I still say that if it was not specified in the lease, that you should be legally protected. They (in writing) agreed that a 60lb dog was ok. They did not say that a 60 non-pit was ok. They didn't ask what kind of dog!!! They left it open to any breeds. If there is a breed restriction, they are obligated to tell you prior to entering into an agreement. In this case, your signed and executed lease works in your favor.

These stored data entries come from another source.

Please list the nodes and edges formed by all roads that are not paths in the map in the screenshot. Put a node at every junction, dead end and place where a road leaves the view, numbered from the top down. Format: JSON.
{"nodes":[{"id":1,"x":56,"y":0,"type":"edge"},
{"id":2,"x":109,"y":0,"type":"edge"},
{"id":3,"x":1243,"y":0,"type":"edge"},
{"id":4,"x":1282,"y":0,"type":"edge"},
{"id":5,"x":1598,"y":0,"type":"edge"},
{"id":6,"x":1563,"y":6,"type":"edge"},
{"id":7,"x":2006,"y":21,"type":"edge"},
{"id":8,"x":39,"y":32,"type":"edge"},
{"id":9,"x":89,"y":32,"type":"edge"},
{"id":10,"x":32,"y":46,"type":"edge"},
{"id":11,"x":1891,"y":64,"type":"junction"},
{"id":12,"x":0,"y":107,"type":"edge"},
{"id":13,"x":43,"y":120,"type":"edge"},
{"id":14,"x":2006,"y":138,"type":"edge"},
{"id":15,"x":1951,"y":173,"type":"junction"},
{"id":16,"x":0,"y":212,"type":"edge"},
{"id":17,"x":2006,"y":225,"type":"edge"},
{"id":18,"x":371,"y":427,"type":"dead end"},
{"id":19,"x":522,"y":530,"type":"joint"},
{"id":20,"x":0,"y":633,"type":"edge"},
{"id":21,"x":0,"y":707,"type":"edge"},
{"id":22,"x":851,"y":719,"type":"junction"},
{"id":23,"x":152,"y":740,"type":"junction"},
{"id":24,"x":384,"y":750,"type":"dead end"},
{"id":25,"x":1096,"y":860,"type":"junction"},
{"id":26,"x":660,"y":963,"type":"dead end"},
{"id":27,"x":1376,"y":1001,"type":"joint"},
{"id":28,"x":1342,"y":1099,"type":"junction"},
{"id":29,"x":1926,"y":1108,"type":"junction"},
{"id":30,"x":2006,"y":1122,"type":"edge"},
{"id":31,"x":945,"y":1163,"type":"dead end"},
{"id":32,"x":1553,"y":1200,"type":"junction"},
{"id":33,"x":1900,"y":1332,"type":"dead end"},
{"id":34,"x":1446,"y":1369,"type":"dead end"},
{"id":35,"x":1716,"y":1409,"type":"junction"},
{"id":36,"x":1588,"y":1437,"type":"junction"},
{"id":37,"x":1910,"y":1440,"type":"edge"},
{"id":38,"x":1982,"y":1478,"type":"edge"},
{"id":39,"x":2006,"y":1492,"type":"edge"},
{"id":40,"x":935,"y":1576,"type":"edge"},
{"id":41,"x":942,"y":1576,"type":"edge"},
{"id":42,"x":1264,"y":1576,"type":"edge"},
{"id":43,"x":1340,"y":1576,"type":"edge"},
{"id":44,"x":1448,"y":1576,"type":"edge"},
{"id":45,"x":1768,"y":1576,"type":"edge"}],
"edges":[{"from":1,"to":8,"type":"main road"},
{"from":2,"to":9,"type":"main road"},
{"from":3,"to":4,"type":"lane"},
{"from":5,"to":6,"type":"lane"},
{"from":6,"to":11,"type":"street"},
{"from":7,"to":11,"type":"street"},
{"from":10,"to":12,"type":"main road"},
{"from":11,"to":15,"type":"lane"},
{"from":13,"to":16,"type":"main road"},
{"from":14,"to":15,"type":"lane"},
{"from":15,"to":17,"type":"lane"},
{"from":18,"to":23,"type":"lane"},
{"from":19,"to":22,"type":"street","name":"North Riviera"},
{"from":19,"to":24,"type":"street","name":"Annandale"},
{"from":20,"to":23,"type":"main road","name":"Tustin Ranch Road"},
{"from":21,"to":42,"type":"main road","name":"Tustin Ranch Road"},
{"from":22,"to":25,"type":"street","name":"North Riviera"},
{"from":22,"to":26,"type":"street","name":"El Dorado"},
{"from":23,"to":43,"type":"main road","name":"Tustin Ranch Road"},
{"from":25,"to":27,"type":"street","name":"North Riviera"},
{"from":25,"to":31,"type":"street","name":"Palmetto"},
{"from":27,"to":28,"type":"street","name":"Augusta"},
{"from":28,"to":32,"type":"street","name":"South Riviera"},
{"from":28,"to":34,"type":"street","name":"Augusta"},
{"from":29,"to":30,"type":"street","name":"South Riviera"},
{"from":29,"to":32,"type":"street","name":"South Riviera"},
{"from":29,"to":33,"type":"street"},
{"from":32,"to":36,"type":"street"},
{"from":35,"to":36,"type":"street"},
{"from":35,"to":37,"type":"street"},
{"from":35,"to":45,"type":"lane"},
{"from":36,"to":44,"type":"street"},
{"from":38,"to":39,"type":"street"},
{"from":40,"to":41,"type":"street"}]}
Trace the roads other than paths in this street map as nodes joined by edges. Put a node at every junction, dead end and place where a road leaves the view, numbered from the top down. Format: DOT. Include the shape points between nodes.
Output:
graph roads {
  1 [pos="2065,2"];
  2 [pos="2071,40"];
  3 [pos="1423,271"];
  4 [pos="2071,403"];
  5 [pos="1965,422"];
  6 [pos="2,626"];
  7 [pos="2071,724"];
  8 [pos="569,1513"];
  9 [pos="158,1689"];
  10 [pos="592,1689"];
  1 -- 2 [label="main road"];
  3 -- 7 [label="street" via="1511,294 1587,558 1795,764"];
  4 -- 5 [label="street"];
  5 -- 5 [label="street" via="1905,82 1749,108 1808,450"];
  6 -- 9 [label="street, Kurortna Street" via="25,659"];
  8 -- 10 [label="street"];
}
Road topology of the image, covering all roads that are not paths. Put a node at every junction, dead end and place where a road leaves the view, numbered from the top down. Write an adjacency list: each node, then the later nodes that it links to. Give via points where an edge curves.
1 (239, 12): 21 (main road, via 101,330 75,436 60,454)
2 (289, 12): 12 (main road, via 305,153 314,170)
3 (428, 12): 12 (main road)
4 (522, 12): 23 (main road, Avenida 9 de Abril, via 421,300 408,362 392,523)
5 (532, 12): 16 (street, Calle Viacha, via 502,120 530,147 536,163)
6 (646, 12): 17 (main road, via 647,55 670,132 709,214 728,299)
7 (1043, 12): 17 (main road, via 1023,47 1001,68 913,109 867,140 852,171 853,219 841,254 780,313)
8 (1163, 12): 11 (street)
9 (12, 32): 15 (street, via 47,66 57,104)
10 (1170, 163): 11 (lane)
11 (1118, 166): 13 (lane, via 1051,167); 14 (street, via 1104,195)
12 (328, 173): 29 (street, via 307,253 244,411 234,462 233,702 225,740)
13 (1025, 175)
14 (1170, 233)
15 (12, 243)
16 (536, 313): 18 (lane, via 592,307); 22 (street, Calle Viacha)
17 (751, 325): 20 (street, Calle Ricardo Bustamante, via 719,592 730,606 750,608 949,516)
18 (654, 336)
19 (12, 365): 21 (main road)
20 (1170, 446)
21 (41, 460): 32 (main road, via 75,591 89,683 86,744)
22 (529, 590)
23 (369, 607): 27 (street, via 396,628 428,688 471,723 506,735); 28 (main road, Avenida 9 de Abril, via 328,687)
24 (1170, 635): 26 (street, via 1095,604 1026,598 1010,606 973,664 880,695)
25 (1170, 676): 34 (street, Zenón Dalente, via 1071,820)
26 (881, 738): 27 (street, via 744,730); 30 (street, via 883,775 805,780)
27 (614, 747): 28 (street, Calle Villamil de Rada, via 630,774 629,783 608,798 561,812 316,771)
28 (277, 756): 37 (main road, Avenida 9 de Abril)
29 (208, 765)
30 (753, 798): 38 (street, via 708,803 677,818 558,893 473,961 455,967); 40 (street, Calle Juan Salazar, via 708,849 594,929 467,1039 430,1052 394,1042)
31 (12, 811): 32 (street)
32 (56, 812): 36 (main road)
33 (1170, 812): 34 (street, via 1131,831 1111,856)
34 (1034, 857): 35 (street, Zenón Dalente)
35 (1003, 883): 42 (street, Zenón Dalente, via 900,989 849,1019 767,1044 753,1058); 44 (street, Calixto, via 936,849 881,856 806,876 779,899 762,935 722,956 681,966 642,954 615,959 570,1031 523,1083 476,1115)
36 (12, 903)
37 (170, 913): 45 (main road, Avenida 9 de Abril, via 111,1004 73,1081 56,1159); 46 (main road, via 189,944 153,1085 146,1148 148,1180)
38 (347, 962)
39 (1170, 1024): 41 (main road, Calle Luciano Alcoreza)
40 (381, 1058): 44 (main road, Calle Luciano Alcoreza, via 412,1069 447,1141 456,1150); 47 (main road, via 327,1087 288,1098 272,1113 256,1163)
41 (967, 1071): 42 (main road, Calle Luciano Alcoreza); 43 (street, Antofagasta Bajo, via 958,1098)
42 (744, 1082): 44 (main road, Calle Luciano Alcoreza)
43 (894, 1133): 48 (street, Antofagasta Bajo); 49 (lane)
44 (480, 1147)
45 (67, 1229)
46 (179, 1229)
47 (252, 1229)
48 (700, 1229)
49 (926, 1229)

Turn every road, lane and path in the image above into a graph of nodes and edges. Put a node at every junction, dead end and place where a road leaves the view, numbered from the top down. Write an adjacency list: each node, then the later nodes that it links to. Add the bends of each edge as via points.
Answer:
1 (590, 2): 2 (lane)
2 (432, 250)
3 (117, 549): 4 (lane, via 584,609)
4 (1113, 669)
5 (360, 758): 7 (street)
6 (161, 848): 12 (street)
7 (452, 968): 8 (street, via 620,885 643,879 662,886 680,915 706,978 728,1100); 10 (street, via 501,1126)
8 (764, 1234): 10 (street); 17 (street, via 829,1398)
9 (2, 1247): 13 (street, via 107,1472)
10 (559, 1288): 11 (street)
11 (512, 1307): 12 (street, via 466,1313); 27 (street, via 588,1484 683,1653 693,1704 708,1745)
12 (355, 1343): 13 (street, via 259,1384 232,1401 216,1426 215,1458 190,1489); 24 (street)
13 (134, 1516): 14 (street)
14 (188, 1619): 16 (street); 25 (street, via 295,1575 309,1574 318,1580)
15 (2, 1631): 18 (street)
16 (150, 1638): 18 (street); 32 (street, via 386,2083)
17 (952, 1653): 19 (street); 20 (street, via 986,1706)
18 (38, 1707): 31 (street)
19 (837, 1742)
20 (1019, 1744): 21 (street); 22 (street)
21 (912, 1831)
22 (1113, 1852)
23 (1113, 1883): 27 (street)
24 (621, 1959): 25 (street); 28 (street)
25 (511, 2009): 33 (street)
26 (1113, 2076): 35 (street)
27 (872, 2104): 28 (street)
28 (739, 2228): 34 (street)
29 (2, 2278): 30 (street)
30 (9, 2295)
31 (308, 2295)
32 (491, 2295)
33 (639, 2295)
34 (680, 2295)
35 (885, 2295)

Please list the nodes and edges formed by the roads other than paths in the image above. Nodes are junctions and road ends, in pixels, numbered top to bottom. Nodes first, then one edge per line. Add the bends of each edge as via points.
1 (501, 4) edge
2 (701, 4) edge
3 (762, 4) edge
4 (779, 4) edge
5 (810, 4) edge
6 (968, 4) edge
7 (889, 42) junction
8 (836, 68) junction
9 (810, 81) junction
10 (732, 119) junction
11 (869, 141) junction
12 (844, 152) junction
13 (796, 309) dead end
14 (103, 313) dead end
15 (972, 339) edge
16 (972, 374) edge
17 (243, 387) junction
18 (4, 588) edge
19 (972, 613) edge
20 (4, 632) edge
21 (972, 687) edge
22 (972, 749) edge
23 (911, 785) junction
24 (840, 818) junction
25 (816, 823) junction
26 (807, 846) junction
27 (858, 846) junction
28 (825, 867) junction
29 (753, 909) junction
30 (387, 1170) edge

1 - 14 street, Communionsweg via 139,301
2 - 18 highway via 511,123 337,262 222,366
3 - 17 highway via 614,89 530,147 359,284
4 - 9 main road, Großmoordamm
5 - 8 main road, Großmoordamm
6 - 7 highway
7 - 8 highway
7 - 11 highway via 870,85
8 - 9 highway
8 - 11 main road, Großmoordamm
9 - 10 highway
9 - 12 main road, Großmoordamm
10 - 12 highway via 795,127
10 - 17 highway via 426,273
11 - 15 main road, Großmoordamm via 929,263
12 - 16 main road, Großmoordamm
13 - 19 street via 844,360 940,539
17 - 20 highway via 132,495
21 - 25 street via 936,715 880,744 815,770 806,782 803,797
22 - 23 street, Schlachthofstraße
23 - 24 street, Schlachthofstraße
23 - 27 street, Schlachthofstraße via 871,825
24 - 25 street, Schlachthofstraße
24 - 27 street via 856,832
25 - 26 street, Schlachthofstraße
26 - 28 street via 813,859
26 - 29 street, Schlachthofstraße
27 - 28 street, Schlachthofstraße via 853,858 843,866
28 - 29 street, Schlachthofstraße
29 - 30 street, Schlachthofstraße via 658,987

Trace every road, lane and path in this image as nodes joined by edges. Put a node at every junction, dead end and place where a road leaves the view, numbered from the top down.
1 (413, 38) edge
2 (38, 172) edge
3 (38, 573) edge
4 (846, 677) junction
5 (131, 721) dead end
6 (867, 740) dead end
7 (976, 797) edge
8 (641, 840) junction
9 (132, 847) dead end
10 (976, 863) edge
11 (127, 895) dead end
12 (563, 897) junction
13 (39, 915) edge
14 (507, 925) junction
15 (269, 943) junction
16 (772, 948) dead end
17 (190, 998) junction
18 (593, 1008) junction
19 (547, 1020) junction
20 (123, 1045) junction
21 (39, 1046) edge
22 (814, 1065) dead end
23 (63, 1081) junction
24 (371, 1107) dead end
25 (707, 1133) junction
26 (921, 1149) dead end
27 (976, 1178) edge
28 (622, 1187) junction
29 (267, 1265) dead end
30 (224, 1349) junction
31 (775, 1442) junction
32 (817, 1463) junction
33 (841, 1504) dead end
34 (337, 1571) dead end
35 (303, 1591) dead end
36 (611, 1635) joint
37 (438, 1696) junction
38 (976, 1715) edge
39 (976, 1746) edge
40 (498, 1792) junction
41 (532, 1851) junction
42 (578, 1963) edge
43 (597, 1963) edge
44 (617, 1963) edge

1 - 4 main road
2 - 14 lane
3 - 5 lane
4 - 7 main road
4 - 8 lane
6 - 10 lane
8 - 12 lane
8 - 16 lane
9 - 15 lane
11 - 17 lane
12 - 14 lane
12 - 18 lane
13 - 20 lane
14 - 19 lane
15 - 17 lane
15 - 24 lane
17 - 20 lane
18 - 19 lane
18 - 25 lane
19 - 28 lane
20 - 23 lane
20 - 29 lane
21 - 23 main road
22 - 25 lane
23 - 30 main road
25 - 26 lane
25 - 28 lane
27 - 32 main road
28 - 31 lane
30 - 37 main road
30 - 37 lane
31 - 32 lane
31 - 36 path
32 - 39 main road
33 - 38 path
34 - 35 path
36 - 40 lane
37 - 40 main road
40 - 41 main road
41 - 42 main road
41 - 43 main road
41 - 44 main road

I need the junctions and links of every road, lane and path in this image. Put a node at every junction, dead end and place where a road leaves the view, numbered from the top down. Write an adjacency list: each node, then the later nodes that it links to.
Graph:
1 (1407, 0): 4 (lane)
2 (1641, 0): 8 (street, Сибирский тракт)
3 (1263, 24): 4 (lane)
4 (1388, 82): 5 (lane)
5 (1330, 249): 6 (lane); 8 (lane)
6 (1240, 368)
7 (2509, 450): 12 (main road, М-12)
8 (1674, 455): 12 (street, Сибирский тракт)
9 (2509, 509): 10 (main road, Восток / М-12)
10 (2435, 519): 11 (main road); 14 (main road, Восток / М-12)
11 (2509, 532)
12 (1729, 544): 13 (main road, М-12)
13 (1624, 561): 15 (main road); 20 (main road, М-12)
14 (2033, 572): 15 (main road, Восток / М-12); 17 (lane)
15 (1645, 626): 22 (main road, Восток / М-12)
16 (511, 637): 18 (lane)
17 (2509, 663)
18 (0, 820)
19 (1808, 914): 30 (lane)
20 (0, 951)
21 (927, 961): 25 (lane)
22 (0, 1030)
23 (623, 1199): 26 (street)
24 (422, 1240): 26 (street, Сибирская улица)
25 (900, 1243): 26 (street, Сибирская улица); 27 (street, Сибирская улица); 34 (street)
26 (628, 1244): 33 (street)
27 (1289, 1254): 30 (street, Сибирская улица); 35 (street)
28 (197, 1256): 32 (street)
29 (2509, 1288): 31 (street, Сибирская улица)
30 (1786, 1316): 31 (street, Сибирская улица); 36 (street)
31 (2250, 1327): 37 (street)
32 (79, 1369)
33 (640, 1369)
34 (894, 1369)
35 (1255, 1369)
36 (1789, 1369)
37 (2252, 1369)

I guess it comes down to whether or not you really want to live next to a crazy lady, or pursue legal action.

I don't envy you. :frown:

Richelle


----------



## DaneMama (Jun 27, 2008)

Get a copy of your lease and read it word for word.


----------



## JayJayisme (Aug 2, 2009)

I agree with those above citing the language of the lease as your recourse. That's why they say, "Get it in black and white". If you did, there is nothing they can do legally unless the lease is superseded by municipal code. As others have stated, you need to solicit the advice of an attorney.


----------



## xxshaelxx (Mar 8, 2010)

So, I talked to one of my friends who used to work in real estate, and she said that it doesn't matter what is in the lease, whether it says certain breeds or not, and that since you don't have it in writing from the broker, it won't matter what he said.

She said that you will have to pay a lot to get an attorney, or just bow out of the deal, but to talk to the broker, call him out and tell him that you want a certain amount of your money back. She said that if you take it to an attorney or court or whatever, you need to prove that your dog isn't aggressive AT ALL, but you better make sure that the dog isn't aggressive in any way shape or form.

Or she said call the "Street Court." It's a TV show up there in New York. She said that they love the cases with dogs.


----------



## cochon (Sep 28, 2009)

xxshaelxx, so does your friend say that even though I was not told about it before I signed the lease, the landlord has the right to evict me?


----------